#### YOUR TASK
Work out how many lines in the data below contain the string "BUNGA", and reply with that figure alone.

#### RECORDS SUPPLIED

::::

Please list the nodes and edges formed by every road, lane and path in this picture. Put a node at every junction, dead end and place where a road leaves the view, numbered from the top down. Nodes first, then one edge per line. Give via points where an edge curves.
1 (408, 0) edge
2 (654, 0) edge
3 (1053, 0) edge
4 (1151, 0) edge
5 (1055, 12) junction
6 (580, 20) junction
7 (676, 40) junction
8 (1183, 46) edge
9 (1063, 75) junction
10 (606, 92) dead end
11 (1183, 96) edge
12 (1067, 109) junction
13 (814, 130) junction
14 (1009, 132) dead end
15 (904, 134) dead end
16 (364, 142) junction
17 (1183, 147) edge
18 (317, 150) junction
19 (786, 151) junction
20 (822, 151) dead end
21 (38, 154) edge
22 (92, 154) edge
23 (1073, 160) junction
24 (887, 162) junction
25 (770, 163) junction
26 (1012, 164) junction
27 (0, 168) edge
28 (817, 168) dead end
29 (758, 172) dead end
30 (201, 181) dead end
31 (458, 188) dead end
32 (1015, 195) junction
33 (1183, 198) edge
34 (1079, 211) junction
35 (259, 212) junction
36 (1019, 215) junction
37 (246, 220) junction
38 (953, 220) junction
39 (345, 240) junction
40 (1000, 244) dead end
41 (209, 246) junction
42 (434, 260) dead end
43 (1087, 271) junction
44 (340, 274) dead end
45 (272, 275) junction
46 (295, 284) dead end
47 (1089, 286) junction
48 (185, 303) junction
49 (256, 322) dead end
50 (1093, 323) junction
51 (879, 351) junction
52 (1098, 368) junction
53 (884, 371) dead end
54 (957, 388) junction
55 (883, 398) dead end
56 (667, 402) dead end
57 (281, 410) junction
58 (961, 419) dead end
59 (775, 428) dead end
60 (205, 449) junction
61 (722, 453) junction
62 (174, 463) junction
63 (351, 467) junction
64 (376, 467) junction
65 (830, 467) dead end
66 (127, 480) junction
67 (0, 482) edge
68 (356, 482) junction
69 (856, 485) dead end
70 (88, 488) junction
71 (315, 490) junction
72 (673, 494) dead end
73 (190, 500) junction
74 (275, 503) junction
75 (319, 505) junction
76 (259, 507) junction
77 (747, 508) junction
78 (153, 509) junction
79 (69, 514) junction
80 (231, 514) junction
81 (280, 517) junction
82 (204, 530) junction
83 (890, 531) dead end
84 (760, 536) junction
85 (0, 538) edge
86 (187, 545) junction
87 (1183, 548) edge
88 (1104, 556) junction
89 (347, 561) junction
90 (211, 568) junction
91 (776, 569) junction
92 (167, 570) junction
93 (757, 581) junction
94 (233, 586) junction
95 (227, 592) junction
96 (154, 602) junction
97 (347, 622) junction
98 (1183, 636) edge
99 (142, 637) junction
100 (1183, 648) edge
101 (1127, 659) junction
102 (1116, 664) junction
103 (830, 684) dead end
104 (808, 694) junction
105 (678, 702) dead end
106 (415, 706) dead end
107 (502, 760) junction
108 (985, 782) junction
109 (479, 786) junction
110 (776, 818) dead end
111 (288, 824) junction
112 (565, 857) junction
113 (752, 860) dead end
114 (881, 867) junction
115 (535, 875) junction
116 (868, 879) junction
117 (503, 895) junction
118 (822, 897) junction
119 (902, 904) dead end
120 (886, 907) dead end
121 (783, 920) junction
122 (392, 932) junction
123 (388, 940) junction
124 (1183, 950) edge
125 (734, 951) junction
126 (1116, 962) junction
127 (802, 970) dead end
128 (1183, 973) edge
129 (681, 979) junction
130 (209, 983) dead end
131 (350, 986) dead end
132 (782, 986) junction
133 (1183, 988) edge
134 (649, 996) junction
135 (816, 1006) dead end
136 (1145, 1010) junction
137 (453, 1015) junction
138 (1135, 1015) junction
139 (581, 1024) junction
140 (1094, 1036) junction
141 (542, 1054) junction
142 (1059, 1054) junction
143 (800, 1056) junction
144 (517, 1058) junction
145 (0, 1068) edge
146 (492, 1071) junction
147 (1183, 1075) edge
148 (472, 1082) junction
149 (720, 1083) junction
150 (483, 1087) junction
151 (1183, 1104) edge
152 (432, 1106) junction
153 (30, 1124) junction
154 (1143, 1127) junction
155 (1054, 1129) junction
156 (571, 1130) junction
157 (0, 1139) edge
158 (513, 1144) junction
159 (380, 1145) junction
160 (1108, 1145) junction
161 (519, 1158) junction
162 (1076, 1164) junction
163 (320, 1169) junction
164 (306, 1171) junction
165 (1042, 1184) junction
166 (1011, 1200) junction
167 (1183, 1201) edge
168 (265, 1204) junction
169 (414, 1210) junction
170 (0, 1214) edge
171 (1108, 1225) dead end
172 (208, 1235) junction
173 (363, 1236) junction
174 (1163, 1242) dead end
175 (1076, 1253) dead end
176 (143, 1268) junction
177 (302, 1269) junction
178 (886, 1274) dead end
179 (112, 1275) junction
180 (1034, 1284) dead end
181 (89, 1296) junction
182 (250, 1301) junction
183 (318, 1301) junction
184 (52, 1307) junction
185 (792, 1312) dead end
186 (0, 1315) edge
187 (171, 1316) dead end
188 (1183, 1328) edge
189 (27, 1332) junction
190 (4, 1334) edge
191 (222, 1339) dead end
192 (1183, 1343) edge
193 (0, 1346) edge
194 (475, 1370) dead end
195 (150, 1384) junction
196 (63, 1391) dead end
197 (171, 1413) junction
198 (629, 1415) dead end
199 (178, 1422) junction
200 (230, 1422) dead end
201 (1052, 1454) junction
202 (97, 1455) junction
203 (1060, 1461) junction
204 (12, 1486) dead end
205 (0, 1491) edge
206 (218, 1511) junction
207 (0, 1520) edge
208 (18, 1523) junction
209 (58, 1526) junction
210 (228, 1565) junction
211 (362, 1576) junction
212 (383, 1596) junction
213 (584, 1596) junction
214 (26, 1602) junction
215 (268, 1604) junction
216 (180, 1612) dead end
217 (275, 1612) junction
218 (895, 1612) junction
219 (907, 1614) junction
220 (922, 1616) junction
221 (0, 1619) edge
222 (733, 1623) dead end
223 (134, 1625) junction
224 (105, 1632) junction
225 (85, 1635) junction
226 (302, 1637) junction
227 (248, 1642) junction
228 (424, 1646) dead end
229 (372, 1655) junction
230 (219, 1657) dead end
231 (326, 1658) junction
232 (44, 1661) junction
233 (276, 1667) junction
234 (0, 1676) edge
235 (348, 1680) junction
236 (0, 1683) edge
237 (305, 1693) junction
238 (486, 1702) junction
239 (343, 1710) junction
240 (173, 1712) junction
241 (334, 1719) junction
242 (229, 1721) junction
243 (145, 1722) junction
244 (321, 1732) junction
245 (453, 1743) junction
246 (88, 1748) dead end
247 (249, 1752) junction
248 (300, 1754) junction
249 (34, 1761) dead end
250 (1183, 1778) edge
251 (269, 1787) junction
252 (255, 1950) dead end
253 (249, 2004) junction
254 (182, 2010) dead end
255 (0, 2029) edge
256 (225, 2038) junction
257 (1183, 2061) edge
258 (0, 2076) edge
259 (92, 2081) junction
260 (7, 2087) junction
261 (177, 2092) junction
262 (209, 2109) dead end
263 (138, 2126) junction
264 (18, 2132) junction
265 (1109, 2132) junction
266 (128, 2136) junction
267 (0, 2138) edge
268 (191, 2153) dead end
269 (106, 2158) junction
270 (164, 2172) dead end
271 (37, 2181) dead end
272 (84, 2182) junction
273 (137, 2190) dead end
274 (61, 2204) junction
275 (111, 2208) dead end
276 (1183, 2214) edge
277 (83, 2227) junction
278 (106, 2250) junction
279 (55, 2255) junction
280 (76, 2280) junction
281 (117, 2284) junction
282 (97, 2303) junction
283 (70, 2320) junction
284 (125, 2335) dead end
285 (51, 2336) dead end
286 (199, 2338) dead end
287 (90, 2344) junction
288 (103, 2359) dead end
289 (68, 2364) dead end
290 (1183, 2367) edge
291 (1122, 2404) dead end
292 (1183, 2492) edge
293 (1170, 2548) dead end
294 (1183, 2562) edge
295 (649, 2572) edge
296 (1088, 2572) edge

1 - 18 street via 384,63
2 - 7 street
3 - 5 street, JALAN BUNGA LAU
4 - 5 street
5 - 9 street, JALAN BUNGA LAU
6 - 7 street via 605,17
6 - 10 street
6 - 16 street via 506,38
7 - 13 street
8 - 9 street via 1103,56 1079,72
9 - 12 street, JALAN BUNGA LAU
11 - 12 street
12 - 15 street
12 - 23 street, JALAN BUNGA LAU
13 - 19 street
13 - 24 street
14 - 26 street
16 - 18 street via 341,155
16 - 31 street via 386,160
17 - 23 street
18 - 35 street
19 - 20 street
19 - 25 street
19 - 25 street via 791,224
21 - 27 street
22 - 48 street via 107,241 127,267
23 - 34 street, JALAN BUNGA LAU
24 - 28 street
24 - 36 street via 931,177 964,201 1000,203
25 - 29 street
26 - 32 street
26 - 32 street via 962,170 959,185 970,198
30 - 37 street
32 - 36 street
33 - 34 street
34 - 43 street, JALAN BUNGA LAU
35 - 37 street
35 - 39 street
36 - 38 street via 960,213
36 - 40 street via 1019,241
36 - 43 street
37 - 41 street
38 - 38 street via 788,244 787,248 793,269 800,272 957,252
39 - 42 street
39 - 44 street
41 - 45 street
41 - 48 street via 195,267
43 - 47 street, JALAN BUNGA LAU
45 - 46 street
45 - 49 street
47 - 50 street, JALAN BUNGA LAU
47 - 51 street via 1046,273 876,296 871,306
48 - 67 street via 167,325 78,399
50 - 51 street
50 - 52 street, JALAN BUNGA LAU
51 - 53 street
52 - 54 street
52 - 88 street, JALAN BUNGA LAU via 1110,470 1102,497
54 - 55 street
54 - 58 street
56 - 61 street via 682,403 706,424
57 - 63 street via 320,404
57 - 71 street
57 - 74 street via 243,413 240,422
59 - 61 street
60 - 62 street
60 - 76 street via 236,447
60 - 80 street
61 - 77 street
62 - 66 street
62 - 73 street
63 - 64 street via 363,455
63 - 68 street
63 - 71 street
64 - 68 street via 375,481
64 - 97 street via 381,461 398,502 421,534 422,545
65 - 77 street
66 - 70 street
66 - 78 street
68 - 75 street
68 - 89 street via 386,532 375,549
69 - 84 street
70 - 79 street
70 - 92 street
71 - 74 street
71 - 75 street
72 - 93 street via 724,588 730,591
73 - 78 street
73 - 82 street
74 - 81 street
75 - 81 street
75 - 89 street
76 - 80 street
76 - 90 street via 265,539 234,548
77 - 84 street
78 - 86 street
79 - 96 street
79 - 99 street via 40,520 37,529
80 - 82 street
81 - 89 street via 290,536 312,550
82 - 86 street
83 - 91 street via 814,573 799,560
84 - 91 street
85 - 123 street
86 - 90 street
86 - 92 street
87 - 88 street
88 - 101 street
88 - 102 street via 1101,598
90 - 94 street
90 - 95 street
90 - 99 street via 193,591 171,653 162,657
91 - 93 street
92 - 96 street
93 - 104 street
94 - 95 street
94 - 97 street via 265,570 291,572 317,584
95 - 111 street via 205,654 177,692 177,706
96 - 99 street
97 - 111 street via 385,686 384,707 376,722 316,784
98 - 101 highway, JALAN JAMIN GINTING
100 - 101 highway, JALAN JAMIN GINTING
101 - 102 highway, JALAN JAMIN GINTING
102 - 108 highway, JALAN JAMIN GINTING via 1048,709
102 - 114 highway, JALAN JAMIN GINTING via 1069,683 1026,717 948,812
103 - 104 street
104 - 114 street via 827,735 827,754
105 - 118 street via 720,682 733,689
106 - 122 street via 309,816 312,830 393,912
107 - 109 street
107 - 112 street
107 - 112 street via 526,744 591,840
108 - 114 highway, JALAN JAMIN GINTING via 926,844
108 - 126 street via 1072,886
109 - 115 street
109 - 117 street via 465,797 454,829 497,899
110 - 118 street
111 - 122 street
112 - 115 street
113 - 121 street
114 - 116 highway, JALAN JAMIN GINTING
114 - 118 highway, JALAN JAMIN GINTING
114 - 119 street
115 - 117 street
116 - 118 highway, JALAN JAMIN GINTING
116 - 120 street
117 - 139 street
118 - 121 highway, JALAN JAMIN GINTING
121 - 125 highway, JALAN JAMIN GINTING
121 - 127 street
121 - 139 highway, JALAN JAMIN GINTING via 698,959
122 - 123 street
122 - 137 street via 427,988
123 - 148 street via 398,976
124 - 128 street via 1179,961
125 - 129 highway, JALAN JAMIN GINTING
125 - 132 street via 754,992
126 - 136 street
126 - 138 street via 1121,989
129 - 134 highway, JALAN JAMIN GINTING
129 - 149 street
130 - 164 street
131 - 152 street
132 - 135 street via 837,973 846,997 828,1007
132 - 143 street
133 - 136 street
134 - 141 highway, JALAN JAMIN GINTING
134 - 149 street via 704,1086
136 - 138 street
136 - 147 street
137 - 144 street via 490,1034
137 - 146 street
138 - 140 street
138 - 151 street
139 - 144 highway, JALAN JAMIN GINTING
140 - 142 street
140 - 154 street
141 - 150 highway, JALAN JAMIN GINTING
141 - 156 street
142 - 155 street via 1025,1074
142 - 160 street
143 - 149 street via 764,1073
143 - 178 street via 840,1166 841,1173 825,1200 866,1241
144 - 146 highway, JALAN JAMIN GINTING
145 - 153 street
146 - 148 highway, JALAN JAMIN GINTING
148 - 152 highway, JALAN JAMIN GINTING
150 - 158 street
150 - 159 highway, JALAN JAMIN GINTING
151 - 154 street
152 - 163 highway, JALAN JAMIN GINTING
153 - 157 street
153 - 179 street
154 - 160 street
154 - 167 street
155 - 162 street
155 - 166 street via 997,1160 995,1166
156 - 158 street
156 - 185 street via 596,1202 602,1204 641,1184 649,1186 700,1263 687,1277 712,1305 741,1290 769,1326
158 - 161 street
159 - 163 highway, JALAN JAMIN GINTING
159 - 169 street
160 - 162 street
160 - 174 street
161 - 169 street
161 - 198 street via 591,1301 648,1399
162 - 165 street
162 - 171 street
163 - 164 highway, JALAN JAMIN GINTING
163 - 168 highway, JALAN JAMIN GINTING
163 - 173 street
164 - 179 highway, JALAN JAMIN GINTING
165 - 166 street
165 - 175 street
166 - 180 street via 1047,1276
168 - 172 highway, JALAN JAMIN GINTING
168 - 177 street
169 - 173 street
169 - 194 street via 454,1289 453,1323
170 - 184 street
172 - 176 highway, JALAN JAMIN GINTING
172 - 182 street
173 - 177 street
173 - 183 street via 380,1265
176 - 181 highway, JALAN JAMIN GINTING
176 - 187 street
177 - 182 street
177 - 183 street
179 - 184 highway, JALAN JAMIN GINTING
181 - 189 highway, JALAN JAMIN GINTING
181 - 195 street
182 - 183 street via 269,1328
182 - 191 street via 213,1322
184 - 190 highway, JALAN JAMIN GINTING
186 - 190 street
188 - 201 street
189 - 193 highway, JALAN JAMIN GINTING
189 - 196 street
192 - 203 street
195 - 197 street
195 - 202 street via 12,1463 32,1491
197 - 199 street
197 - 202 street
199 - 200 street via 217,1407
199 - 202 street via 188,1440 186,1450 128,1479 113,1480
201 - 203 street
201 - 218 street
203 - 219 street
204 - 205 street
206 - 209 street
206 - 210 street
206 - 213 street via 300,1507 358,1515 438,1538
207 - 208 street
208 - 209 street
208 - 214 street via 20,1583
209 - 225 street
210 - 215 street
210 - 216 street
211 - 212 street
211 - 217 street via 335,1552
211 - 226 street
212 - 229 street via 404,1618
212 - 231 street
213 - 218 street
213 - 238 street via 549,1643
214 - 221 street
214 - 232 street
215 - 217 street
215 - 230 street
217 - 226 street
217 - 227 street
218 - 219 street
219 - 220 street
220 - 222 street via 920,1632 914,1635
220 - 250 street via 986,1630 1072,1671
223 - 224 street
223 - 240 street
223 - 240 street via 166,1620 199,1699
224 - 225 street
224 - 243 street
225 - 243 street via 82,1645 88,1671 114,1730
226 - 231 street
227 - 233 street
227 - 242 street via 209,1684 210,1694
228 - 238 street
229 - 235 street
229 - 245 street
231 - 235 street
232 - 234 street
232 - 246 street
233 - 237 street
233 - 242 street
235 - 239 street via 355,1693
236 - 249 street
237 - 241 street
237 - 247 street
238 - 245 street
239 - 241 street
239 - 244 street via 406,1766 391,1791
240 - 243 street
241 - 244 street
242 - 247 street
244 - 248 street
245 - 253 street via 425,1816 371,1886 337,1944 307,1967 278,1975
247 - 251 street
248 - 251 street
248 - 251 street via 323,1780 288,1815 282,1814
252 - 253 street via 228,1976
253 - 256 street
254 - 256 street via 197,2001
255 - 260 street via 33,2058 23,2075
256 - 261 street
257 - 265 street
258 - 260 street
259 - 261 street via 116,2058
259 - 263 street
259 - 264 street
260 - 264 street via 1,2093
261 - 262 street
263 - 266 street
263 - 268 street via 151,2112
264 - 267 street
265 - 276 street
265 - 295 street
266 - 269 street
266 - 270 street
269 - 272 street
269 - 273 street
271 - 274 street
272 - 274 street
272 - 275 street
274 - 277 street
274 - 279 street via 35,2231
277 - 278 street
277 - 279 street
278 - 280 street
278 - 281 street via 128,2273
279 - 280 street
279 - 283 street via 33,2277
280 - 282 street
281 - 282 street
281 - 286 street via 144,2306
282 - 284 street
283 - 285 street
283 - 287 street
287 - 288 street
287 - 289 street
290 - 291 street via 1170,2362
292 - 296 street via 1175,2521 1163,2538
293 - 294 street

::::

#### RESULT OF THE TASK
10